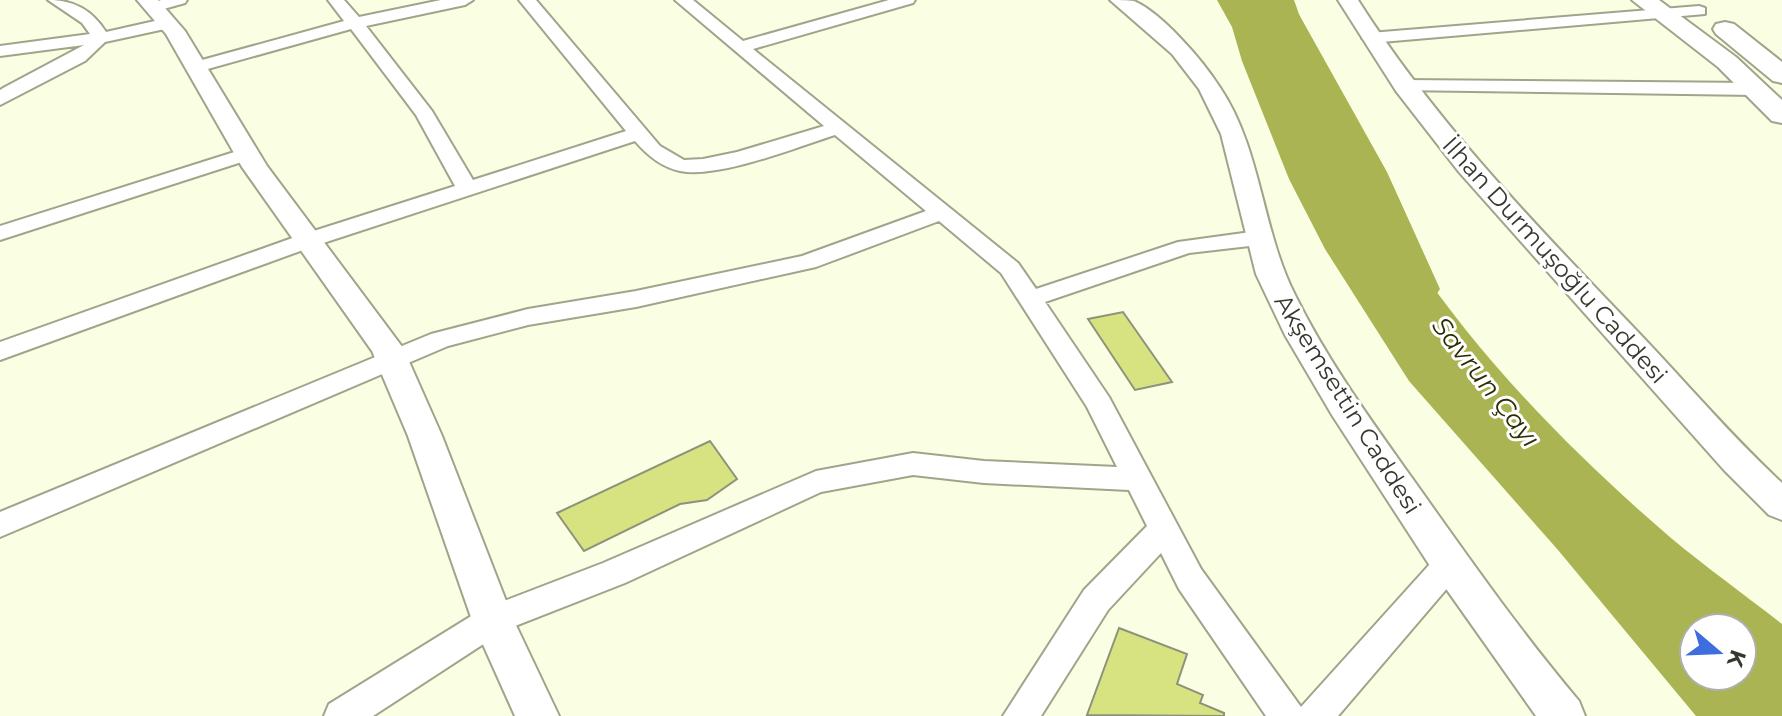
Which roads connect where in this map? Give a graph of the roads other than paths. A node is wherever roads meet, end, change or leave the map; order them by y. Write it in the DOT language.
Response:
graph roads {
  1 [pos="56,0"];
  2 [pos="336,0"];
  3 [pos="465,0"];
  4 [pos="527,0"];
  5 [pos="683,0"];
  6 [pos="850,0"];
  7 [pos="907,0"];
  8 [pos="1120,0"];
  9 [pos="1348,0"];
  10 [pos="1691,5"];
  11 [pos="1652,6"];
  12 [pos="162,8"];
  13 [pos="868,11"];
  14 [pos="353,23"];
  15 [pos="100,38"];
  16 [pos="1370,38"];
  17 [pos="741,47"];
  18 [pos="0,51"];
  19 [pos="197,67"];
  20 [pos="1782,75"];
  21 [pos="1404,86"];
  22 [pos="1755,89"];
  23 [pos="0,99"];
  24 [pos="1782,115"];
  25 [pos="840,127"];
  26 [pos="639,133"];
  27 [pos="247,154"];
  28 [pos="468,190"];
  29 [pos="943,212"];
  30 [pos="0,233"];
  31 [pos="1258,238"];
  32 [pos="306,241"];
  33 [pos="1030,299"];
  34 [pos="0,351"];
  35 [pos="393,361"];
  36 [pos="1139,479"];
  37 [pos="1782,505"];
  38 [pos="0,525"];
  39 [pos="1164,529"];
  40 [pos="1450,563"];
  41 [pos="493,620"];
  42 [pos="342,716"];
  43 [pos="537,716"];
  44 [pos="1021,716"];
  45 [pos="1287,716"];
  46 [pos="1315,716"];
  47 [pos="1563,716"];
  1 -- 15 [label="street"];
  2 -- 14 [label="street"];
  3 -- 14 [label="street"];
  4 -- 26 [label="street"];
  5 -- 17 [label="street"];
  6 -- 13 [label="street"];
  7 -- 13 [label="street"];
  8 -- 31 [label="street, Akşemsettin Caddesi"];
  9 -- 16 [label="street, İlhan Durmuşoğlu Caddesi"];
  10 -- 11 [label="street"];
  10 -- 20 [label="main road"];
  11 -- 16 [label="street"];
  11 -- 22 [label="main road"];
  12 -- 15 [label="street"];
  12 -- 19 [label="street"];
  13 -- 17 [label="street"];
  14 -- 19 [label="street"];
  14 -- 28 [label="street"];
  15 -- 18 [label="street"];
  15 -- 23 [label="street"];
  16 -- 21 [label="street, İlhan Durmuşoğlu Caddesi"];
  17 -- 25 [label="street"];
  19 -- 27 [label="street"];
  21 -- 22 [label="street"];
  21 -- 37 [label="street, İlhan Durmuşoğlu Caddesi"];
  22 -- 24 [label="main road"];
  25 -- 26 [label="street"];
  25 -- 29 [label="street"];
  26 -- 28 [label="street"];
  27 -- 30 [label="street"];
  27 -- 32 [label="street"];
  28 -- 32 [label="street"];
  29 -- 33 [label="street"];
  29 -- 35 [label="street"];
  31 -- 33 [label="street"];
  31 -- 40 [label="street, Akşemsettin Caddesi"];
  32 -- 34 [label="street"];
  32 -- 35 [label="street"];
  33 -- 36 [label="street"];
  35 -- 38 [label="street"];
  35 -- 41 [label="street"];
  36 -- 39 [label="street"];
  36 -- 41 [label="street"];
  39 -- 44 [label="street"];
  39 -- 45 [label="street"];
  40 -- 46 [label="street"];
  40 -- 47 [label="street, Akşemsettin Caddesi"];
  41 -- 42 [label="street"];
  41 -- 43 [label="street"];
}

● ● ● ● ● ● ●

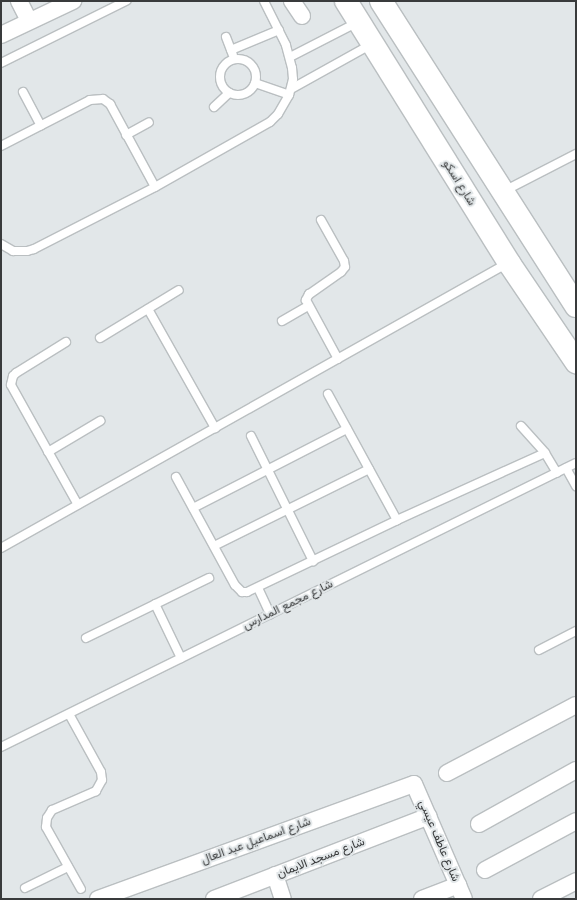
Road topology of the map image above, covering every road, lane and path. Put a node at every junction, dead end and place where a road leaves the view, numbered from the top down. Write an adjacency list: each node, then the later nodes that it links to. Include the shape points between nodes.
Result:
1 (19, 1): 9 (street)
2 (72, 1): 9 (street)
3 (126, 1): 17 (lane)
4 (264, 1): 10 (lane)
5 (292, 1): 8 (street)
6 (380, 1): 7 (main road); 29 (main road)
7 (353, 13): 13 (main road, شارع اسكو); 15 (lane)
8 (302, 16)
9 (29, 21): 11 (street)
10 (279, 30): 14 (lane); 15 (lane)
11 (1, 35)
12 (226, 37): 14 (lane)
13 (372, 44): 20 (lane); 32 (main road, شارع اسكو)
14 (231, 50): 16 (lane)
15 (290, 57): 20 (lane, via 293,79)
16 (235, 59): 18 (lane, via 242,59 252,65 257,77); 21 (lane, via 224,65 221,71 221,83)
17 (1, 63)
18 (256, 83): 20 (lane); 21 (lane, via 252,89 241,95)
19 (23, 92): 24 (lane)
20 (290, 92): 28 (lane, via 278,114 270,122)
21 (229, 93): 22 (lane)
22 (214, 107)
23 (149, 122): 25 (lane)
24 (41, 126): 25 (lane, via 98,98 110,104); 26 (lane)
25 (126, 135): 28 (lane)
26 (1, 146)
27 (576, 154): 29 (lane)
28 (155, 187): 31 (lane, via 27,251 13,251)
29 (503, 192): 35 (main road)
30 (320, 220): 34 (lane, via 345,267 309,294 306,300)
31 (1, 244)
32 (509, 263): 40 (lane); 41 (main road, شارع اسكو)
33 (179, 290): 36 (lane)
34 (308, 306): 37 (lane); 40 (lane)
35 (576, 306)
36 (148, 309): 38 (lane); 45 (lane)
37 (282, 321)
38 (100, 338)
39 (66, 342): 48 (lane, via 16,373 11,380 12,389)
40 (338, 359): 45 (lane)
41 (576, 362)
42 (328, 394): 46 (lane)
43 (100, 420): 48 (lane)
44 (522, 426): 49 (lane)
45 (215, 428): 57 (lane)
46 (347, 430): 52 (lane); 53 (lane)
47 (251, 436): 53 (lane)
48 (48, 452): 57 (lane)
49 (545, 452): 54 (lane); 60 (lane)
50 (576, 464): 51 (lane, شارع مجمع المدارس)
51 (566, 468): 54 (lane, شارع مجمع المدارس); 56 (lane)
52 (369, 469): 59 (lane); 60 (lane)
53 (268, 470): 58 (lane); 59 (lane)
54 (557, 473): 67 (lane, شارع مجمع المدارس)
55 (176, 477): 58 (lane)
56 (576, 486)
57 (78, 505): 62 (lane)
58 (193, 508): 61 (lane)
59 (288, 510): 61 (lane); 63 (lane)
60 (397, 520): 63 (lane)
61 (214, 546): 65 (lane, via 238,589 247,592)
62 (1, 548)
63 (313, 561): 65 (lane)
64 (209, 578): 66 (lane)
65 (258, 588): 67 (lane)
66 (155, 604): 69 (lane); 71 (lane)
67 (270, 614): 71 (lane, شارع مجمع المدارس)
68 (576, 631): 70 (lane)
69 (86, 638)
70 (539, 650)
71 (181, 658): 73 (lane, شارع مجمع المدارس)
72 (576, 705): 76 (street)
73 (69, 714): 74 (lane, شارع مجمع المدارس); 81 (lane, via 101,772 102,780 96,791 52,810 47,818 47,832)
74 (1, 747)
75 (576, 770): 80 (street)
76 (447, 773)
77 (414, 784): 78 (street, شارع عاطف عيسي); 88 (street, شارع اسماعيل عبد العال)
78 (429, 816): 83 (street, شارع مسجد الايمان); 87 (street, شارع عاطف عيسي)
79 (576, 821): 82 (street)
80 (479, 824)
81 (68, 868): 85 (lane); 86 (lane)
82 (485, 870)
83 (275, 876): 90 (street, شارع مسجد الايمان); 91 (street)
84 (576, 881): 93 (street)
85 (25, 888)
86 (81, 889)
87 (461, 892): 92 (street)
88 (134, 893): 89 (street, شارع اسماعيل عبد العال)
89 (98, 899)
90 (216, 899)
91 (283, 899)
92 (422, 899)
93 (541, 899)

● ● ● ● ● ● ●

WORK ORDER =
The expected answer is one number: the count of lines in the listing that include the string "Write".

RESPONSE TO THE EXERCISE =
2